### Basic Keywords Search 
- it is an simple example of how to search through document, find keyworkds, and get the paragraph context. 
- we will use all Staff Reports from 2000 - 2016. Most data came from COM xml database, but I also patched some missing years with IR documents. That is why you will see we are going to process two different data srouce in the code
- a metadata sheet is also available to match all our documents with proper metadat info. 

In [1]:
### import some modules we gonna use 
import os 
python_root = '..'
import sys
sys.path.insert(0, python_root)
import data_util
import pickle
import csv
import re
from collections import Counter

- make sure you have pandas and nltk installed 

In [2]:
import pandas as pd
from nltk.corpus import stopwords
from nltk.tokenize import word_tokenize
from nltk.stem import WordNetLemmatizer

#### Donload preprocessed data 

- In 1_process_xmls, we have shown one way of processing COM's xml data base. Here, I have already compiled a small database, with all article IV document i can possible find from 1990 to 2016.  
- All documents has been preprocessed into a document object that we defined earlier in 1_process_xmls, detailed steps can be found in ../data_util. 
- From the link, you can download all preprocessed data and also raw data in case you want to process them in a different way. 

In [3]:
### specify download path and extract path 
download_path = "staff_reports_full_sample.zip"
download_link = "https://www.dropbox.com/s/23vdujvh67io2iz/staff_reports_full_sample.zip?dl=1"
extract_path = "./data"  # place data in Python project root folder

In [4]:
## detailed of the download_data function is in data_util module in python_root 
## if you do not yet have the data, run this code, it will set up a data folder under ./Python folder 
data_util.download_data(download_path,download_link,extract_path)
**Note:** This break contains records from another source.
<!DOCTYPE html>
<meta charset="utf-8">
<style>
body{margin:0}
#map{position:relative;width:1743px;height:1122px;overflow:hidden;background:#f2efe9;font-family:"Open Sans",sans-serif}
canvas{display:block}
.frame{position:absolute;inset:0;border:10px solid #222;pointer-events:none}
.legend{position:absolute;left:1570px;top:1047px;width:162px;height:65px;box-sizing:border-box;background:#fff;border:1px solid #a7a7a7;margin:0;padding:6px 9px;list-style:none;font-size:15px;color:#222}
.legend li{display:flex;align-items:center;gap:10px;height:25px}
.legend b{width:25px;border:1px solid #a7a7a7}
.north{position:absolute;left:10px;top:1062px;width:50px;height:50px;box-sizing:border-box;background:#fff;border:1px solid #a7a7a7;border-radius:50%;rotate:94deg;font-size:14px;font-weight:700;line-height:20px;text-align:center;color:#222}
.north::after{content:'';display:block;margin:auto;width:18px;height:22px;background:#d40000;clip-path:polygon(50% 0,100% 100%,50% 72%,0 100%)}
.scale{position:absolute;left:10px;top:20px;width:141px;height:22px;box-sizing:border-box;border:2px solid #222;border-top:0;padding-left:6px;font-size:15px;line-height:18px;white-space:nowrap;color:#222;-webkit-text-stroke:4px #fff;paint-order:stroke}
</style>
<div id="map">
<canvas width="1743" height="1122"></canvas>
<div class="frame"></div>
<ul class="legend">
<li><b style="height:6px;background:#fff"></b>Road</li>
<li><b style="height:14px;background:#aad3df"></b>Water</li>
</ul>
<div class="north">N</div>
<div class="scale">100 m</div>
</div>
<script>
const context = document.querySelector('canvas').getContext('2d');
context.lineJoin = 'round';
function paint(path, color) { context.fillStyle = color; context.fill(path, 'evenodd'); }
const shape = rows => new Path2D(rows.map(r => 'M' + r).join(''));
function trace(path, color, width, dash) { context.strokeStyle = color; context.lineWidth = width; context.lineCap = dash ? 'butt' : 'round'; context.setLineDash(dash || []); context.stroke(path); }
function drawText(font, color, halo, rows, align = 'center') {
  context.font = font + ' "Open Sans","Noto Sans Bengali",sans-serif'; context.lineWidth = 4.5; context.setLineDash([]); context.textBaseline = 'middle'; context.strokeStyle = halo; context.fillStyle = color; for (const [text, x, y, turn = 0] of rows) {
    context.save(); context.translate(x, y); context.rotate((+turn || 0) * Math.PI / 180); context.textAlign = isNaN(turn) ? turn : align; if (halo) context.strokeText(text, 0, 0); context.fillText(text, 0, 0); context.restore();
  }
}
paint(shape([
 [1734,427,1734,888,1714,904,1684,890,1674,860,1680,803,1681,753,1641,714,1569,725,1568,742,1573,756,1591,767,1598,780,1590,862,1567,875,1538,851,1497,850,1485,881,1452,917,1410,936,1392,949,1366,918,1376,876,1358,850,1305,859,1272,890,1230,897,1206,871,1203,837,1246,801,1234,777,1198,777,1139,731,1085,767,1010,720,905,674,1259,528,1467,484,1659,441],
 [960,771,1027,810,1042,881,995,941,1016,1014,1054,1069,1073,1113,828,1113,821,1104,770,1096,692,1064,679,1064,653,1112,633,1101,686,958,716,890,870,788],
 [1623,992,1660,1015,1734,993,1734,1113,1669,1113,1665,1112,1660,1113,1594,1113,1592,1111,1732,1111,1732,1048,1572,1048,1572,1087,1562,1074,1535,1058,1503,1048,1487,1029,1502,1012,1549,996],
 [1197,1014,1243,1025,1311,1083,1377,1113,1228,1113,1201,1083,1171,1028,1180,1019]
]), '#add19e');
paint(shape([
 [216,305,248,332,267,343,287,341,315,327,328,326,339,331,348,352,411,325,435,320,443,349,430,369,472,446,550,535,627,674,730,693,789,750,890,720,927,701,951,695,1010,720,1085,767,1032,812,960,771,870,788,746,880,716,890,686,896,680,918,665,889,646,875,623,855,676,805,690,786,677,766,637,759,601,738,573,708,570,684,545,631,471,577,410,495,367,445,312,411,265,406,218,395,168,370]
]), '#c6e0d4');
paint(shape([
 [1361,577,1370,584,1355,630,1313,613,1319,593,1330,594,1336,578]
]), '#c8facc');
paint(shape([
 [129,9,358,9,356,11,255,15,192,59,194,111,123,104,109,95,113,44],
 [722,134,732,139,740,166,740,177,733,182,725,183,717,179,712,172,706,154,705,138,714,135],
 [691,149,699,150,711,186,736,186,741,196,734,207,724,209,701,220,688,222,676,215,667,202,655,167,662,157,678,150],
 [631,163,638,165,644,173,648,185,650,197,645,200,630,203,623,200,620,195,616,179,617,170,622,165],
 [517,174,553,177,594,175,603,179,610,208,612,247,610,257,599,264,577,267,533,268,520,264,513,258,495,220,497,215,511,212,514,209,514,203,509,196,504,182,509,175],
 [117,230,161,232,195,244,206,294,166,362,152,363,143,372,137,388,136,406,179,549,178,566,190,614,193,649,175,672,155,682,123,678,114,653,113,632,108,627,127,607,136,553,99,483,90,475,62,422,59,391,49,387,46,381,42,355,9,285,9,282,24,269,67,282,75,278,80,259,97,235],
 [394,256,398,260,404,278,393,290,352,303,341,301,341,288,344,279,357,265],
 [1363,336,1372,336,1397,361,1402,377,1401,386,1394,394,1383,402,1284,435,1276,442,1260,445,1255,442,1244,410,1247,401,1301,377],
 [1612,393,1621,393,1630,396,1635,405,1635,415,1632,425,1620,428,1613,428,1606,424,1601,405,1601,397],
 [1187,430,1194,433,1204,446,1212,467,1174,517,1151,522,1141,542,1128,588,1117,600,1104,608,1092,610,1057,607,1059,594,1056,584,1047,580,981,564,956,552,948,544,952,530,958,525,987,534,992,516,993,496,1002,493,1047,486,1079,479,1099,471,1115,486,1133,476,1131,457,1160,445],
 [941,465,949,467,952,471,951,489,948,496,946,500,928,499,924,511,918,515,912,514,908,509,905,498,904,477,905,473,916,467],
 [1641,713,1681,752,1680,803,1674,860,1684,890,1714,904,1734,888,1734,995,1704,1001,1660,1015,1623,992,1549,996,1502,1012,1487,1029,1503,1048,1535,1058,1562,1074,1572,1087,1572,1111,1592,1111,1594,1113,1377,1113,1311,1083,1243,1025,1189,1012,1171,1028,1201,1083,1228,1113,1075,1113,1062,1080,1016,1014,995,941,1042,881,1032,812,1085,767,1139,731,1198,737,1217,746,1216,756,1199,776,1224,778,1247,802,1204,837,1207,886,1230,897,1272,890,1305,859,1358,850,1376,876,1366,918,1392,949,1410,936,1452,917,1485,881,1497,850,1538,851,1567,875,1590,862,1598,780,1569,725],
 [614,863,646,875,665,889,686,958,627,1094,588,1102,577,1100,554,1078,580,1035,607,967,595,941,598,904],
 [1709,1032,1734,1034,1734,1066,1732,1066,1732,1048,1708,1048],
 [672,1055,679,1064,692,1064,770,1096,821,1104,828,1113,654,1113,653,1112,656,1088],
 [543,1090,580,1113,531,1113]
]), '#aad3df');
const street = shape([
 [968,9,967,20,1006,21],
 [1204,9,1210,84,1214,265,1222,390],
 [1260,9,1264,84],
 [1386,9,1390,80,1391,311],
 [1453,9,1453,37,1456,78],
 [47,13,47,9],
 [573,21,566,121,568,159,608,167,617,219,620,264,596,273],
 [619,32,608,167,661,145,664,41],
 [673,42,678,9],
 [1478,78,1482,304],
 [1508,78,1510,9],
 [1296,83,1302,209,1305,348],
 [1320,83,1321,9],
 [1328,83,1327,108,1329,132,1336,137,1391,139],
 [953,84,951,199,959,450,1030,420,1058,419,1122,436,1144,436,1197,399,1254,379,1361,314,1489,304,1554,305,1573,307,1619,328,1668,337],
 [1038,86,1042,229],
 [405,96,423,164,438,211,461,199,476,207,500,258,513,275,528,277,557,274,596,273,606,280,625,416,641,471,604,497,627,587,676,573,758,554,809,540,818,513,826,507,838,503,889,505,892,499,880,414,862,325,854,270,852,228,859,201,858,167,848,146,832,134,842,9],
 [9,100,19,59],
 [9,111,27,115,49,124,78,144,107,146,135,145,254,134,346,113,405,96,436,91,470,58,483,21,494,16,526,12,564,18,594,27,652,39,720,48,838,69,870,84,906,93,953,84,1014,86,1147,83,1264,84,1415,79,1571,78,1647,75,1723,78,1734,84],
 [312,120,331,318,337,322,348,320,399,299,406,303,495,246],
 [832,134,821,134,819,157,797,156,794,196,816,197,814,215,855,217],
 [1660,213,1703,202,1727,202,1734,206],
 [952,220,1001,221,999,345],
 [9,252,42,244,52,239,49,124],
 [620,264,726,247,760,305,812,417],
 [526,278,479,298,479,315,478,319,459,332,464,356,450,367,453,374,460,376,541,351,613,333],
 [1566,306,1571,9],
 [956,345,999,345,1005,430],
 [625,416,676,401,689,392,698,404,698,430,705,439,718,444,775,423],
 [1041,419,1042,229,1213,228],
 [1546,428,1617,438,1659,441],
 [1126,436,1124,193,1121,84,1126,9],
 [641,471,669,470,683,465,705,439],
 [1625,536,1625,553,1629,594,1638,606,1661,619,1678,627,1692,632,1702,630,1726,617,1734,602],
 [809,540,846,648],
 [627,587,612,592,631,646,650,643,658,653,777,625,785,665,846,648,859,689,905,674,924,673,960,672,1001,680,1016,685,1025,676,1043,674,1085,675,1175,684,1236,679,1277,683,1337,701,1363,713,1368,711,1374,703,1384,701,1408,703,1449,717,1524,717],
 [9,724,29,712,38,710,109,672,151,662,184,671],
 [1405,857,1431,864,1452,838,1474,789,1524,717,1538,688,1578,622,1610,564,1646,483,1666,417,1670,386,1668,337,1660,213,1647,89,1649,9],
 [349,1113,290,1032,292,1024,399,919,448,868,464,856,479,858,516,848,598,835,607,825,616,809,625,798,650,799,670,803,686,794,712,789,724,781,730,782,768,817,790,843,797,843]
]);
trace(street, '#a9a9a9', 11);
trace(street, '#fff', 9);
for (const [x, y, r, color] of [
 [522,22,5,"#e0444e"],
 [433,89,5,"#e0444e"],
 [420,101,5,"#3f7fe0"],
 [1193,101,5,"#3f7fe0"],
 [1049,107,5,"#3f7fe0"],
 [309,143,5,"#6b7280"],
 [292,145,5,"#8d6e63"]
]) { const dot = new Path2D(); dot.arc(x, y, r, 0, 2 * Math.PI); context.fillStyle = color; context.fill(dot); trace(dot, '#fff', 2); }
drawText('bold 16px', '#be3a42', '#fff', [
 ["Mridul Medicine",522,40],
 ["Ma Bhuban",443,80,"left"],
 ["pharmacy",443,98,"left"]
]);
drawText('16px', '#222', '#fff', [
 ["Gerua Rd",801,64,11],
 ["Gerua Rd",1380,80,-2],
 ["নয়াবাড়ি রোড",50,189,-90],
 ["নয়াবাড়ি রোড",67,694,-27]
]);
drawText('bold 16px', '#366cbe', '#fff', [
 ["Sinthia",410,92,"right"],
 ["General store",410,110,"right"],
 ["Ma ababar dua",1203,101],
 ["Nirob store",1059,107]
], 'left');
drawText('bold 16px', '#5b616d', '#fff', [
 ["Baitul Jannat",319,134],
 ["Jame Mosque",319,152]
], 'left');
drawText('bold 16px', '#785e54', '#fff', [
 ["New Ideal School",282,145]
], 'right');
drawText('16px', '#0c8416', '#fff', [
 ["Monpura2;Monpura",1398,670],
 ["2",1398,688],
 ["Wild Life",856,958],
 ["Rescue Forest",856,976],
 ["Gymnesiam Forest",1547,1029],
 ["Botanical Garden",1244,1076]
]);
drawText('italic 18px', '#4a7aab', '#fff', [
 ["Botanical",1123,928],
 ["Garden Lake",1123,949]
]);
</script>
article iv: 589MB [02:31, 3.87MB/s]                                            


#### 1. Search

- Load xml documents and txt documents from pickle

In [5]:
## laod xml_dict and txt_dict 
xml_dict = pickle.load(open('data/xlm_docs.p', "rb")) 
txt_dict = pickle.load(open('data/txt_docs.p', "rb")) 

## merge them together 
# if you are running python 3.5 or later, you can use this one line to merge them 
doc_dict = {**xml_dict,**txt_dict}

## print some information 
doc_ids = list(doc_dict.keys())
print("number of documents: ", len(doc_dict))
print("\nOne example: \n\ndoc_id: {} \n\nFirst paragraph: \n{}".format(doc_ids[0],doc_dict[doc_ids[0]].paras[0]))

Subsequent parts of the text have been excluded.